EU-Kommissar Verheugen spricht Klartext: „Ich habe den Mut auszusprechen, was das Gebot der Stunde ist: Nämlich, dass sich Europa etablieren muss als eine Weltmacht, die einen Geltungsanspruch erhebt.“ Diesen Weltmachanspruch gelte es „notfalls mit robusten Mitteln zu schützen.“ (in: Internationale Politik 1/2005) Anderen EU-Repräsentanten rutscht manchmal raus, wie „robust“ man „notfalls“ zuzuschlagen gedenken. Robert Cooper, Generaldirektor für außenpolitische Angelegenheit der EU und Büroleiter des EU-Außenbeauftragten Javier Solana: „Vielleicht werden wir eher als alle anderen Atomwaffen einsetzen, aber ich würde mich hüten, das laut zu sagen.“ (The Guardian, 22.01.2008). Das deckt sich mit den Empfehlungen von fünf ehemals hochrangigen NATO-Generälen (vier aus EU-Staaten, einer aus den USA), die Anfang 2008 im Strategiepapier „Towards a Grand Strategy“ die Bereitschaft zum atomaren Erstschlag eingefordert haben: „Der Ersteinsatz von Atomwaffen muss im Köcher der Eskalation bleiben. Ein solches Konzept erfordert Eskalationsdominanz, die das volle Arsenal von Zuckerbrot und Peitsche nutzt und zwar tatsächlich alle Instrumente der weichen und harten Macht, die von diplomatischen Protesten bis hin zum Einsatz von Atomwaffen reicht.“ Die Atomrüstung wird in Europa energisch vorangetrieben. Großbritannien hat im Frühjahr 2007 die Modernisierung seines Atomwaffenarsenals in der Höhe von bis zu 30 Milliarden Euro beschlossen. Frankreich investiert schon länger massiv in die Entwicklung neuer atomarer Lang- und Mittelstreckenraketen. Außerdem will Frankreich - ähnlich wie die USA - sogenannte „Mini-Nukes“ bis zum Jahr 2010 einsatzbereit haben. Mit diesen sog. „Mini-Atombomben“ soll ein Atomkrieg gegen sog. „Schurkenstaaten“ führbar werden. Die deutschen Machteliten setzen vor allem auf die „Europäisierung“ der Atomwaffen, um selbst Zugriff auf Massenvernichtungswaffen zu erlangen. In einem Papier des Centrums für Angewandte Politikforschung, einem führenden Beratungsinstitut der deutschen Regierung, heißt es über die Zukunft der EU: „Nur im Szenario Supermacht Europa wird das große Europa seinem objektiven Weltmachtpotenzial gerecht. Der Aufbau der Vereinten Europäischen Strategischen Streitkräfte, die sich unter einem gemeinsamen europäischen Oberkommando des Atomwaffenpotenzials Frankreichs und Großbritanniens bedienen können, wird die internationale Rolle der EU verändern.” (Zukunft Europas, Mai 2003)

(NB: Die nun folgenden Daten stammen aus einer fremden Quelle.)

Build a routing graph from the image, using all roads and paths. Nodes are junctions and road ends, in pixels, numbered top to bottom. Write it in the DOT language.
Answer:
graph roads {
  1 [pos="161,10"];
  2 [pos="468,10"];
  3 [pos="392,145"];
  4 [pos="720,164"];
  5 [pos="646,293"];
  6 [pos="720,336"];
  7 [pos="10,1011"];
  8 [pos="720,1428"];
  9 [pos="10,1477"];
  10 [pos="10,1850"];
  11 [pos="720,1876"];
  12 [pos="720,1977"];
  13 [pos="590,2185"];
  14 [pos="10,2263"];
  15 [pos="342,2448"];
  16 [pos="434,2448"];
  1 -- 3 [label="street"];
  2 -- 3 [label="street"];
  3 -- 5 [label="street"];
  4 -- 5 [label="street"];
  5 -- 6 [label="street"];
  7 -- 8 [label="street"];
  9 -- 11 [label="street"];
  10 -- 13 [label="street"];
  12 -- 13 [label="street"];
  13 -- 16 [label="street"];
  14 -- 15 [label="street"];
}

Die sog. „zivile“ und die militärische Nutzung der Atomenergie sind siamesische Zwillinge. Wird Atomstrom produziert, so werden auch Atomwaffen gefördert. Die Anlagen zur Aufbereitung von Uran und die Akteure im "Geschäft mit Atomwaffen" sind die gleichen. Jede Uranaufbereitungsanlage dient einerseits der Atomstromproduktion, andererseits der Atombombenzulieferung. In Österreich ist sowohl die zivile als auch die militärische Nutzung der Atomenergie verfassungsmäßig untersagt. Über die EU-Ebene werden diese Verpflichtungen jedoch ständig ausgehöhlt. Österreich ist Mitglied bei EURATOM, dessen Ziel es ist, „die Voraussetzungen für die Entwicklung einer mächtigen Kernindustrie zu schaffen“. Im 7. Rahmenprogramm für Forschung werden die Mittel für das EURATOM-Programm von 1,2 auf 4,1 Milliarden Euro erhöht. Bereits 2004 zahlt das „Anti-Atomland“ Österreich jährlich ca. 40 Millionen Euro in die EU-Atomtöpfe, heute dürfte dieser Betrag bereits auf rund 100 Millionen Euro angestiegen sein. Anlässlich des 30. Jahrestages der Volksabstimmung über das AKW-Zwentendorf fordern wir daher den sofortigen Ausstieg Österreichs aus EURATOM und die Umwidmung der EURATOM-Gelder für die Förderung von umweltfreundlichen Alternativenergien. Gleichzeitig fordern wir den Ausstieg Österreich aus allen Gremien, Rüstungsprojekten und Kampfverbänden der EU-Militärpolitik. Denn auch eine glaubwürdige Anti-Atom- und eine glaubwürdige Friedens- und Neutralitätspolitik sind ebenfalls siamesische Zwillinge.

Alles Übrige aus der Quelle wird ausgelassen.